Return the records exactly, please. Every line should match.

·····

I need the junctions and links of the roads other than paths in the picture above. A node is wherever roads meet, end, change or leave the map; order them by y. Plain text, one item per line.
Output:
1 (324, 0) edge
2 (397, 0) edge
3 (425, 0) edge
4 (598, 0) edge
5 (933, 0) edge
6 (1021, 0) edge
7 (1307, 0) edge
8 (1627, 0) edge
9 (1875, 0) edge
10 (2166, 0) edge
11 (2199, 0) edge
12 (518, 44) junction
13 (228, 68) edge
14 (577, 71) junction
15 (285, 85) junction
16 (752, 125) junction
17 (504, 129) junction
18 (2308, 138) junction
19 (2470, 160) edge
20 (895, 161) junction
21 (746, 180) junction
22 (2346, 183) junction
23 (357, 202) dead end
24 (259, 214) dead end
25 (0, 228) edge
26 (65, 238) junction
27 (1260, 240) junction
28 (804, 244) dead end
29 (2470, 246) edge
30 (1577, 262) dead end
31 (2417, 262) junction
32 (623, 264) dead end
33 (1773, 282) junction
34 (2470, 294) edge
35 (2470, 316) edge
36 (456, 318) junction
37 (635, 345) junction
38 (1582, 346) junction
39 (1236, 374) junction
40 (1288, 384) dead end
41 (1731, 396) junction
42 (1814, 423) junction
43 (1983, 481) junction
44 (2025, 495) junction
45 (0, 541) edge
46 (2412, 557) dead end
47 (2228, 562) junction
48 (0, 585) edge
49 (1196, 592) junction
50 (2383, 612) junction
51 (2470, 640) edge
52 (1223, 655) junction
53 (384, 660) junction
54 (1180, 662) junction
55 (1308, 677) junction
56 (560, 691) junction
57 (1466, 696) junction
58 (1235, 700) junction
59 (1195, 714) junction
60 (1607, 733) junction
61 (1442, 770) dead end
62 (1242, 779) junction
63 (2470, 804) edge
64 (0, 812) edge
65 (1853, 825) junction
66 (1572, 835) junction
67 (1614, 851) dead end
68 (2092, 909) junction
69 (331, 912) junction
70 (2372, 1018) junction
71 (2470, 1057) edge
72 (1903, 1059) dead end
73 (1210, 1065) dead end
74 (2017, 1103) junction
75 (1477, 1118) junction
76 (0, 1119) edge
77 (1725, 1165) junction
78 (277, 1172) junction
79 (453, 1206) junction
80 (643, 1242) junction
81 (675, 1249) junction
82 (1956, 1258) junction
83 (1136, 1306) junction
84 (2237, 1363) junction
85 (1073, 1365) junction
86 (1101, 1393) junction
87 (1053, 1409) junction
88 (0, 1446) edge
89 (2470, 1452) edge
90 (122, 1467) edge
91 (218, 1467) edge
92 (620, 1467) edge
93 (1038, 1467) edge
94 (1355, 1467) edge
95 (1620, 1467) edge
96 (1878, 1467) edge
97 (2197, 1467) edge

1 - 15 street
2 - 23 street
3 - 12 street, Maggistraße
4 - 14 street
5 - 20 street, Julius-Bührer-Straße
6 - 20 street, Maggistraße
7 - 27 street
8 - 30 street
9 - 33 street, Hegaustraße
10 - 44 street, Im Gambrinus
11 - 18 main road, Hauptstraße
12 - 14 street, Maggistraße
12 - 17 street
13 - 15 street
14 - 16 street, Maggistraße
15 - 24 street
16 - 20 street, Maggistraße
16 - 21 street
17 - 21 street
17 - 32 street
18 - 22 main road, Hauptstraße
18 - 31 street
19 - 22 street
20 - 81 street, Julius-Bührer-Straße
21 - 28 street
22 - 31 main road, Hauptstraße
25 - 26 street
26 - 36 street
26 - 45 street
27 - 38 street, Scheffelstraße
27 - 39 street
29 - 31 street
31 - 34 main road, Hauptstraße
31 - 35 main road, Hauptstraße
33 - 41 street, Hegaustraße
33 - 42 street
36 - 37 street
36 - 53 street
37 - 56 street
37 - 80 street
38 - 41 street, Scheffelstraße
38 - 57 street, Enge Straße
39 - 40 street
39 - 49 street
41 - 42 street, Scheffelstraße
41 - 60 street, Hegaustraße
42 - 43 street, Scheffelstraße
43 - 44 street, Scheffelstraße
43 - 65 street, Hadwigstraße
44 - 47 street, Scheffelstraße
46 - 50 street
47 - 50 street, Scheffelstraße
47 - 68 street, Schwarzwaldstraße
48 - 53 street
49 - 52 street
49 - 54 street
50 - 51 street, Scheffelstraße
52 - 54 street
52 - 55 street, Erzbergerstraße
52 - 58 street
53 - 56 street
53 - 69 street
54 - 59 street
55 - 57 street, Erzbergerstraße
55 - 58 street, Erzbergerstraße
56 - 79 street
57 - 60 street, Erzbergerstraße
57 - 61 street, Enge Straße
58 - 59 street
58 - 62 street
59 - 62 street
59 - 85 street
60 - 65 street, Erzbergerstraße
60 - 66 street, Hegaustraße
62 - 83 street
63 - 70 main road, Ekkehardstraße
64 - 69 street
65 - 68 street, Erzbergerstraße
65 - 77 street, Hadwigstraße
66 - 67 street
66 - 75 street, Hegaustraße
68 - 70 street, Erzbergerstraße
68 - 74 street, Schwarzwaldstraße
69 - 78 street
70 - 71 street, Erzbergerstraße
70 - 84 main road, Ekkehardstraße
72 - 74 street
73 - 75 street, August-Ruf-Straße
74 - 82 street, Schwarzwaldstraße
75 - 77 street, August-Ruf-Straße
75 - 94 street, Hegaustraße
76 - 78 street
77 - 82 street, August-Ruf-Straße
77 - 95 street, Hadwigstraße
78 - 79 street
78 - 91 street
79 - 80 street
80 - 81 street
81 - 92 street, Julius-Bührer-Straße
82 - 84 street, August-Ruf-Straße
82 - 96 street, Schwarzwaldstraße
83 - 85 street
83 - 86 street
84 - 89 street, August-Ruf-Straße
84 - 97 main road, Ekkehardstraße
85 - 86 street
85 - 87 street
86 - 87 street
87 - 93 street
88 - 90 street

·····

- [SOLUTION]
I need the junctions and links of the roads other than paths in the picture above. A node is wherever roads meet, end, change or leave the map; order them by y. Plain text, one item per line.
Output:
1 (324, 0) edge
2 (397, 0) edge
3 (425, 0) edge
4 (598, 0) edge
5 (933, 0) edge
6 (1021, 0) edge
7 (1307, 0) edge
8 (1627, 0) edge
9 (1875, 0) edge
10 (2166, 0) edge
11 (2199, 0) edge
12 (518, 44) junction
13 (228, 68) edge
14 (577, 71) junction
15 (285, 85) junction
16 (752, 125) junction
17 (504, 129) junction
18 (2308, 138) junction
19 (2470, 160) edge
20 (895, 161) junction
21 (746, 180) junction
22 (2346, 183) junction
23 (357, 202) dead end
24 (259, 214) dead end
25 (0, 228) edge
26 (65, 238) junction
27 (1260, 240) junction
28 (804, 244) dead end
29 (2470, 246) edge
30 (1577, 262) dead end
31 (2417, 262) junction
32 (623, 264) dead end
33 (1773, 282) junction
34 (2470, 294) edge
35 (2470, 316) edge
36 (456, 318) junction
37 (635, 345) junction
38 (1582, 346) junction
39 (1236, 374) junction
40 (1288, 384) dead end
41 (1731, 396) junction
42 (1814, 423) junction
43 (1983, 481) junction
44 (2025, 495) junction
45 (0, 541) edge
46 (2412, 557) dead end
47 (2228, 562) junction
48 (0, 585) edge
49 (1196, 592) junction
50 (2383, 612) junction
51 (2470, 640) edge
52 (1223, 655) junction
53 (384, 660) junction
54 (1180, 662) junction
55 (1308, 677) junction
56 (560, 691) junction
57 (1466, 696) junction
58 (1235, 700) junction
59 (1195, 714) junction
60 (1607, 733) junction
61 (1442, 770) dead end
62 (1242, 779) junction
63 (2470, 804) edge
64 (0, 812) edge
65 (1853, 825) junction
66 (1572, 835) junction
67 (1614, 851) dead end
68 (2092, 909) junction
69 (331, 912) junction
70 (2372, 1018) junction
71 (2470, 1057) edge
72 (1903, 1059) dead end
73 (1210, 1065) dead end
74 (2017, 1103) junction
75 (1477, 1118) junction
76 (0, 1119) edge
77 (1725, 1165) junction
78 (277, 1172) junction
79 (453, 1206) junction
80 (643, 1242) junction
81 (675, 1249) junction
82 (1956, 1258) junction
83 (1136, 1306) junction
84 (2237, 1363) junction
85 (1073, 1365) junction
86 (1101, 1393) junction
87 (1053, 1409) junction
88 (0, 1446) edge
89 (2470, 1452) edge
90 (122, 1467) edge
91 (218, 1467) edge
92 (620, 1467) edge
93 (1038, 1467) edge
94 (1355, 1467) edge
95 (1620, 1467) edge
96 (1878, 1467) edge
97 (2197, 1467) edge

1 - 15 street
2 - 23 street
3 - 12 street, Maggistraße
4 - 14 street
5 - 20 street, Julius-Bührer-Straße
6 - 20 street, Maggistraße
7 - 27 street
8 - 30 street
9 - 33 street, Hegaustraße
10 - 44 street, Im Gambrinus
11 - 18 main road, Hauptstraße
12 - 14 street, Maggistraße
12 - 17 street
13 - 15 street
14 - 16 street, Maggistraße
15 - 24 street
16 - 20 street, Maggistraße
16 - 21 street
17 - 21 street
17 - 32 street
18 - 22 main road, Hauptstraße
18 - 31 street
19 - 22 street
20 - 81 street, Julius-Bührer-Straße
21 - 28 street
22 - 31 main road, Hauptstraße
25 - 26 street
26 - 36 street
26 - 45 street
27 - 38 street, Scheffelstraße
27 - 39 street
29 - 31 street
31 - 34 main road, Hauptstraße
31 - 35 main road, Hauptstraße
33 - 41 street, Hegaustraße
33 - 42 street
36 - 37 street
36 - 53 street
37 - 56 street
37 - 80 street
38 - 41 street, Scheffelstraße
38 - 57 street, Enge Straße
39 - 40 street
39 - 49 street
41 - 42 street, Scheffelstraße
41 - 60 street, Hegaustraße
42 - 43 street, Scheffelstraße
43 - 44 street, Scheffelstraße
43 - 65 street, Hadwigstraße
44 - 47 street, Scheffelstraße
46 - 50 street
47 - 50 street, Scheffelstraße
47 - 68 street, Schwarzwaldstraße
48 - 53 street
49 - 52 street
49 - 54 street
50 - 51 street, Scheffelstraße
52 - 54 street
52 - 55 street, Erzbergerstraße
52 - 58 street
53 - 56 street
53 - 69 street
54 - 59 street
55 - 57 street, Erzbergerstraße
55 - 58 street, Erzbergerstraße
56 - 79 street
57 - 60 street, Erzbergerstraße
57 - 61 street, Enge Straße
58 - 59 street
58 - 62 street
59 - 62 street
59 - 85 street
60 - 65 street, Erzbergerstraße
60 - 66 street, Hegaustraße
62 - 83 street
63 - 70 main road, Ekkehardstraße
64 - 69 street
65 - 68 street, Erzbergerstraße
65 - 77 street, Hadwigstraße
66 - 67 street
66 - 75 street, Hegaustraße
68 - 70 street, Erzbergerstraße
68 - 74 street, Schwarzwaldstraße
69 - 78 street
70 - 71 street, Erzbergerstraße
70 - 84 main road, Ekkehardstraße
72 - 74 street
73 - 75 street, August-Ruf-Straße
74 - 82 street, Schwarzwaldstraße
75 - 77 street, August-Ruf-Straße
75 - 94 street, Hegaustraße
76 - 78 street
77 - 82 street, August-Ruf-Straße
77 - 95 street, Hadwigstraße
78 - 79 street
78 - 91 street
79 - 80 street
80 - 81 street
81 - 92 street, Julius-Bührer-Straße
82 - 84 street, August-Ruf-Straße
82 - 96 street, Schwarzwaldstraße
83 - 85 street
83 - 86 street
84 - 89 street, August-Ruf-Straße
84 - 97 main road, Ekkehardstraße
85 - 86 street
85 - 87 street
86 - 87 street
87 - 93 street
88 - 90 street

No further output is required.